E poi il combattimento all’arsenale… Le presi da un tale grosso come un dannato orso. Lo picchiavo e quello restava in piedi e continuava a guardarmi con quegli occhi tristi. Colpiva pesante e io schivavo, schivavo senza sosta. E’ bastato un solo pugno sulla punta del mento e mi sono ritrovato per terra come in un sogno, a guardarlo immobile, senza poter far nulla, mentre l’arbitro mi contava e alzava il suo braccio al cielo. La sua gioia malinconica mentre io vomitavo le budella, il mio sguardo che si anneriva, mettendo fine a quel brutto sogno. Ma presi comunque bei soldi e questo è l’importante, è così che va nel mio mondo, le dai e le prendi finché uno dei due non resta in terra. Ogni uomo gioca a questo gioco ed è l’unico che ho mai imparato. Se ne conosci uno differente mamma, ti prego insegnami, dimmi qual è.

Lo so, stenti a riconoscermi, ero solo un bambino quando ci siamo lasciati. La mia voce ora è quella di un uomo, ma ho ancora i tuoi occhi scuri, ti prego apri la porta e guardami un’ultima volta. Non ti chiedo un bacio o un sorriso, apri solo la porta e lascia che mi riposi per qualche minuto. Non sono più quello di un tempo, quello dei miei cruenti racconti. La mia vita è la stessa, ma la rabbia è svanita con la pioggia. Così vago per il paese e mi batto con chi incrocia il mio cammino. Mi piace dire sempre “Se sei meglio di me fatti avanti! Mostrami i tuoi soldi e confessami i tuoi peccati!” Spero sempre di impressionare qualcuno, perché ormai i miei pugni non fanno più male come un tempo. Mamma fammi entrare adesso, ti prego, non serve che dici nulla, non ti chiedo più nulla, lasciami riposare un momento e mi rimetterò in marcia.

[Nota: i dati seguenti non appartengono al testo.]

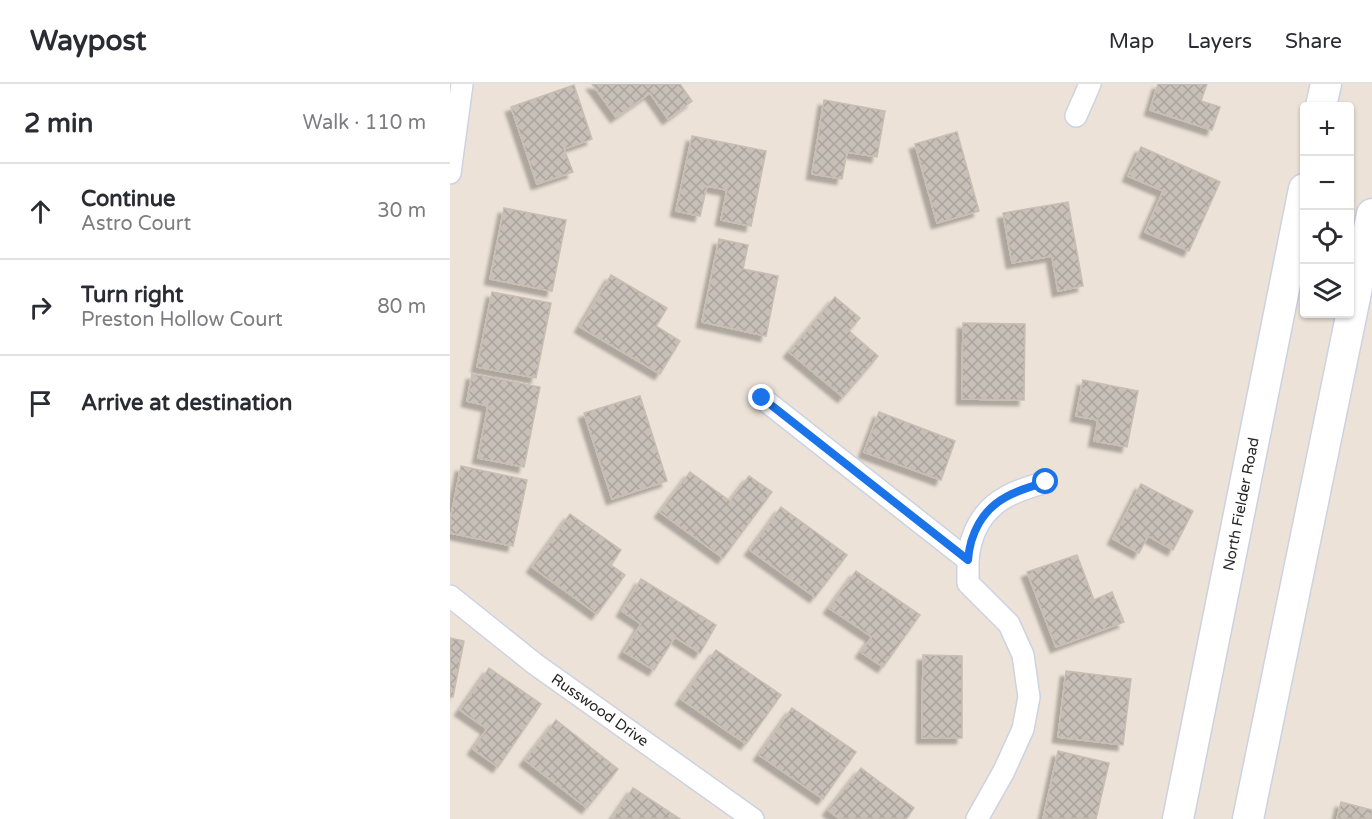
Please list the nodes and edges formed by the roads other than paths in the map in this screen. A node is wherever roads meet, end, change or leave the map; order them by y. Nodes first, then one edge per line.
1 (462, 84) edge
2 (1090, 84) edge
3 (1326, 84) edge
4 (1322, 102) edge
5 (1076, 116) dead end
6 (450, 173) edge
7 (1301, 210) edge
8 (1372, 214) edge
9 (762, 398) dead end
10 (1046, 482) dead end
11 (968, 560) junction
12 (450, 596) edge
13 (753, 819) edge
14 (977, 819) edge
15 (1178, 819) edge
16 (1248, 819) edge

1 - 6 street
2 - 5 street
3 - 4 main road
7 - 15 main road, North Fielder Road
8 - 16 main road
9 - 11 street
10 - 11 street
11 - 14 street
12 - 13 street, Russwood Drive

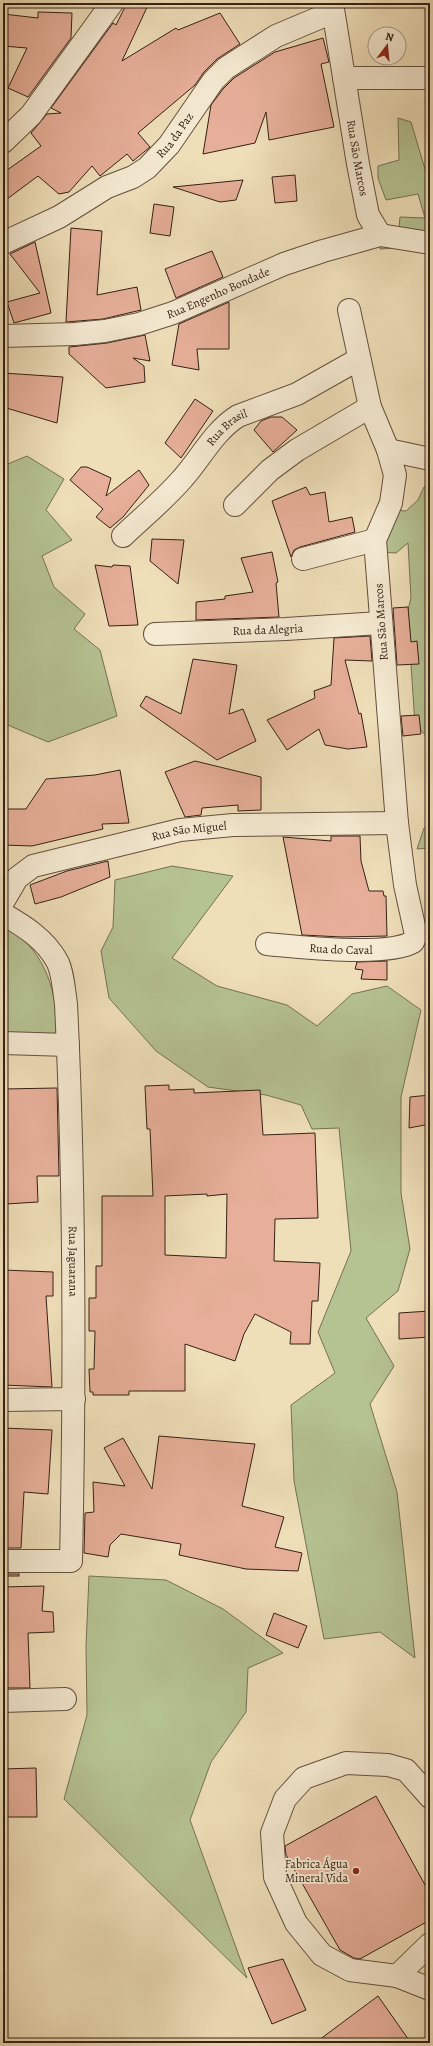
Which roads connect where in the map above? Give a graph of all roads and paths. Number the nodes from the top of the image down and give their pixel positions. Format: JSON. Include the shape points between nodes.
{"nodes":[{"id":1,"x":112,"y":3,"type":"edge"},
{"id":2,"x":333,"y":7,"type":"edge"},
{"id":3,"x":344,"y":78,"type":"junction"},
{"id":4,"x":430,"y":78,"type":"edge"},
{"id":5,"x":3,"y":142,"type":"edge"},
{"id":6,"x":380,"y":236,"type":"junction"},
{"id":7,"x":3,"y":243,"type":"edge"},
{"id":8,"x":430,"y":243,"type":"edge"},
{"id":9,"x":349,"y":310,"type":"dead end"},
{"id":10,"x":3,"y":336,"type":"edge"},
{"id":11,"x":359,"y":358,"type":"junction"},
{"id":12,"x":370,"y":407,"type":"junction"},
{"id":13,"x":388,"y":450,"type":"junction"},
{"id":14,"x":430,"y":459,"type":"edge"},
{"id":15,"x":235,"y":505,"type":"dead end"},
{"id":16,"x":123,"y":536,"type":"dead end"},
{"id":17,"x":375,"y":540,"type":"junction"},
{"id":18,"x":303,"y":559,"type":"dead end"},
{"id":19,"x":380,"y":623,"type":"junction"},
{"id":20,"x":155,"y":634,"type":"dead end"},
{"id":21,"x":397,"y":823,"type":"junction"},
{"id":22,"x":3,"y":902,"type":"edge"},
{"id":23,"x":3,"y":914,"type":"edge"},
{"id":24,"x":413,"y":942,"type":"joint"},
{"id":25,"x":267,"y":944,"type":"dead end"},
{"id":26,"x":3,"y":1043,"type":"edge"},
{"id":27,"x":68,"y":1044,"type":"junction"},
{"id":28,"x":74,"y":1399,"type":"junction"},
{"id":29,"x":3,"y":1400,"type":"edge"},
{"id":30,"x":3,"y":1562,"type":"edge"},
{"id":31,"x":65,"y":1699,"type":"dead end"},
{"id":32,"x":3,"y":1701,"type":"edge"},
{"id":33,"x":430,"y":1797,"type":"edge"},
{"id":34,"x":430,"y":1944,"type":"edge"},
{"id":35,"x":397,"y":1976,"type":"junction"},
{"id":36,"x":430,"y":1989,"type":"edge"}],
"edges":[{"from":1,"to":5,"type":"street","via":[[31,115]]},
{"from":2,"to":3,"type":"street","name":"Rua São Marcos"},
{"from":2,"to":7,"type":"street","name":"Rua da Paz","via":[[276,36],[226,68],[213,81],[169,145],[147,168],[133,177],[107,187],[59,217]]},
{"from":3,"to":4,"type":"street"},
{"from":3,"to":6,"type":"street","name":"Rua São Marcos","via":[[368,215]]},
{"from":6,"to":8,"type":"street","name":"Rua Engenho Bondade"},
{"from":6,"to":10,"type":"street","name":"Rua Engenho Bondade","via":[[284,264],[173,313],[139,324],[75,334]]},
{"from":9,"to":11,"type":"street","name":"Rua São Marcos"},
{"from":11,"to":12,"type":"street","name":"Rua São Marcos"},
{"from":11,"to":16,"type":"street","name":"Rua Brasil","via":[[297,394],[238,416],[229,422],[220,430],[184,478]]},
{"from":12,"to":13,"type":"street","name":"Rua São Marcos"},
{"from":12,"to":15,"type":"street","via":[[296,450],[270,470]]},
{"from":13,"to":14,"type":"street"},
{"from":13,"to":17,"type":"street","name":"Rua São Marcos","via":[[395,475],[394,490]]},
{"from":17,"to":18,"type":"street"},
{"from":17,"to":19,"type":"street","name":"Rua São Marcos"},
{"from":19,"to":20,"type":"street","name":"Rua da Alegria"},
{"from":19,"to":21,"type":"street","name":"Rua São Marcos"},
{"from":21,"to":22,"type":"street","name":"Rua São Miguel","via":[[240,824],[180,830],[34,866],[16,878]]},
{"from":21,"to":24,"type":"street","name":"Rua São Marcos","via":[[404,885],[415,925],[416,935]]},
{"from":23,"to":27,"type":"street","name":"Rua Jaguarana","via":[[23,925],[40,939],[58,961],[66,1004]]},
{"from":24,"to":25,"type":"street","name":"Rua do Caval","via":[[398,948],[350,950]]},
{"from":26,"to":27,"type":"street"},
{"from":27,"to":28,"type":"street","name":"Rua Jaguarana"},
{"from":28,"to":29,"type":"street"},
{"from":28,"to":30,"type":"street","name":"Rua Jaguarana","via":[[71,1561]]},
{"from":31,"to":32,"type":"street"},
{"from":33,"to":35,"type":"street","via":[[406,1770],[388,1765],[346,1763],[304,1778],[285,1798],[272,1833],[275,1877],[296,1923],[322,1955],[350,1970]]},
{"from":34,"to":35,"type":"street"},
{"from":35,"to":36,"type":"street"}]}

Così stanotte potrò tornare alla mia vita di sempre. Andrò giù al cantiere, disegnerò col piede un cerchio nella polvere e inviterò qualcuno a sfidarmi. C’è sempre qualche disperato in cerca di soldi facili. Io lo guarderò dritto negli occhi, gli lancerò la mia sfida e studierò i tagli, le cicatrici e il dolore impresso sul suo corpo, quello che racconta chi sei e che ne il tempo, ne gli uomini possono cancellare. Poi fingo di colpire, schivo a sinistra e lo centro sul mento. Il solito vecchio gioco".